_BRIEF_: Write the records out exactly as they read, but not the pictures.

_Stored data entries_:
──────────────────────────────
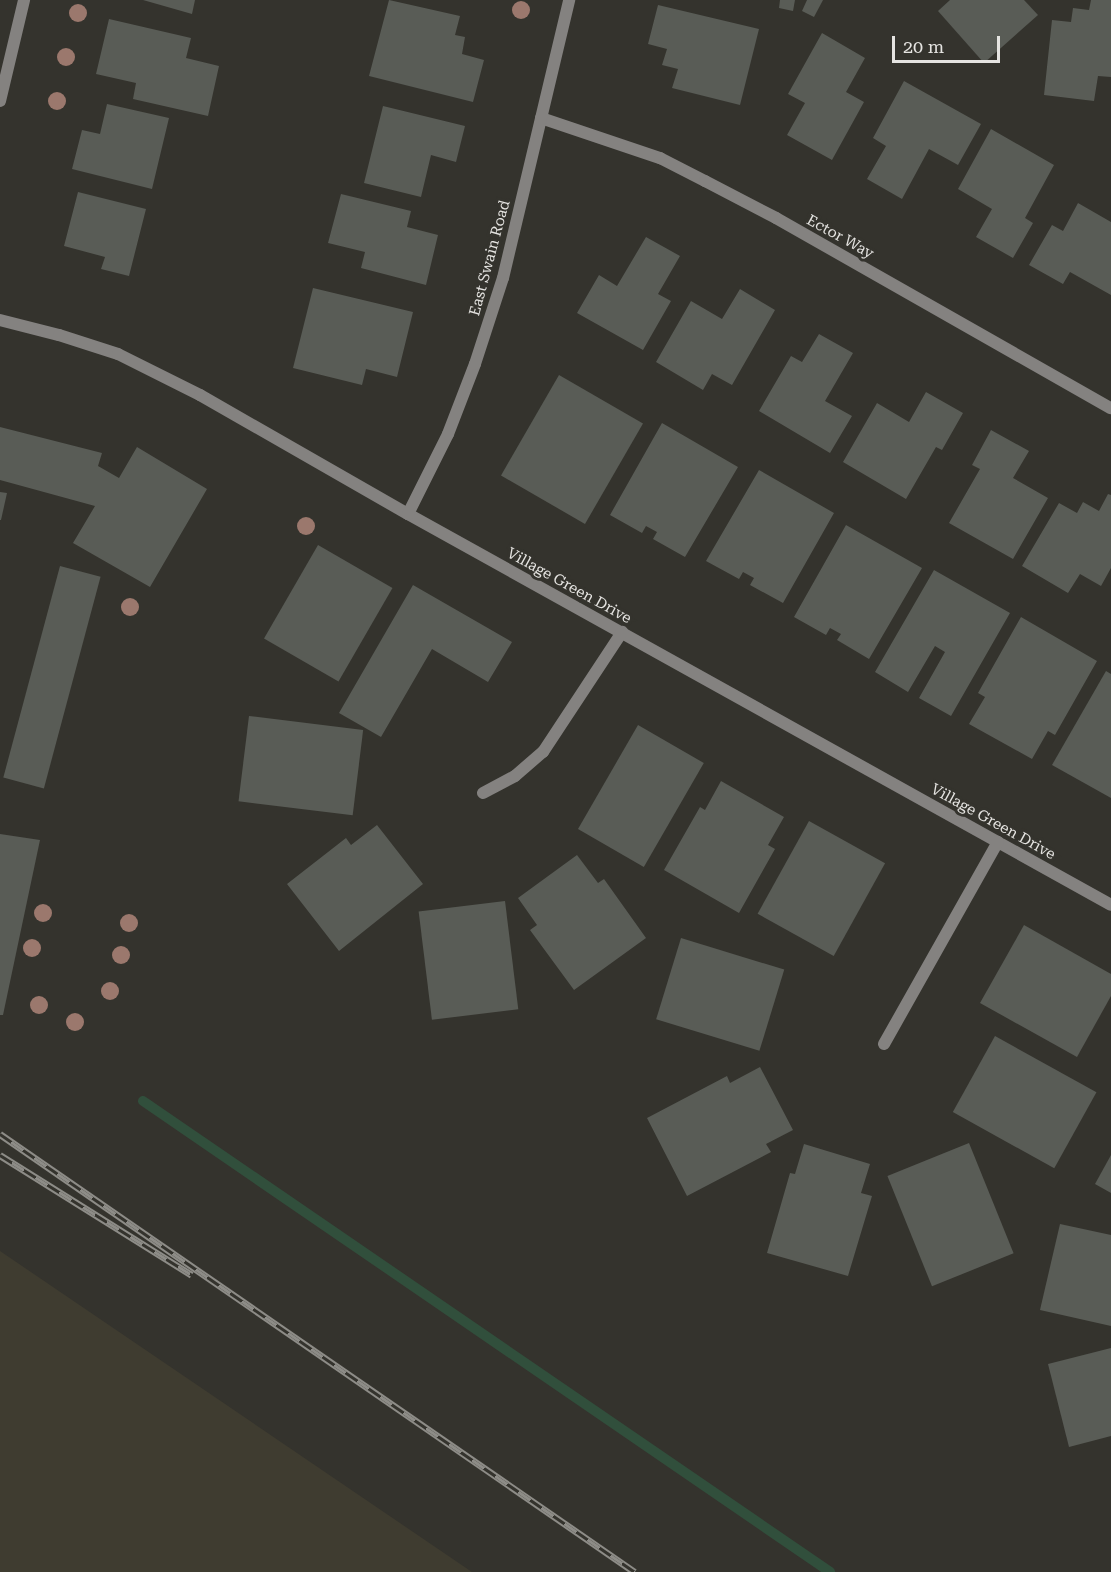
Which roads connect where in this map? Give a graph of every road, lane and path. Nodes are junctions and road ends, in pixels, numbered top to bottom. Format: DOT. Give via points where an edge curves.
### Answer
graph roads {
  1 [pos="24,0"];
  2 [pos="569,0"];
  3 [pos="0,101"];
  4 [pos="541,118"];
  5 [pos="0,320"];
  6 [pos="1111,408"];
  7 [pos="408,514"];
  8 [pos="622,632"];
  9 [pos="483,793"];
  10 [pos="998,842"];
  11 [pos="1111,905"];
  12 [pos="884,1044"];
  1 -- 3 [label="street"];
  2 -- 4 [label="street, East Swain Road"];
  4 -- 6 [label="street, Ector Way" via="660,158 805,234"];
  4 -- 7 [label="street, East Swain Road" via="503,278 475,364 448,435"];
  5 -- 7 [label="street, Village Green Drive" via="118,354 200,394"];
  7 -- 8 [label="street, Village Green Drive"];
  8 -- 9 [label="street" via="543,752 515,776"];
  8 -- 10 [label="street, Village Green Drive"];
  10 -- 11 [label="street, Village Green Drive"];
  10 -- 12 [label="street"];
}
──────────────────────────────
_WRITTEN RESPONSE_:
Which roads connect where in this map? Give a graph of every road, lane and path. Nodes are junctions and road ends, in pixels, numbered top to bottom. Format: DOT. Give via points where an edge curves.
### Answer
graph roads {
  1 [pos="24,0"];
  2 [pos="569,0"];
  3 [pos="0,101"];
  4 [pos="541,118"];
  5 [pos="0,320"];
  6 [pos="1111,408"];
  7 [pos="408,514"];
  8 [pos="622,632"];
  9 [pos="483,793"];
  10 [pos="998,842"];
  11 [pos="1111,905"];
  12 [pos="884,1044"];
  1 -- 3 [label="street"];
  2 -- 4 [label="street, East Swain Road"];
  4 -- 6 [label="street, Ector Way" via="660,158 805,234"];
  4 -- 7 [label="street, East Swain Road" via="503,278 475,364 448,435"];
  5 -- 7 [label="street, Village Green Drive" via="118,354 200,394"];
  7 -- 8 [label="street, Village Green Drive"];
  8 -- 9 [label="street" via="543,752 515,776"];
  8 -- 10 [label="street, Village Green Drive"];
  10 -- 11 [label="street, Village Green Drive"];
  10 -- 12 [label="street"];
}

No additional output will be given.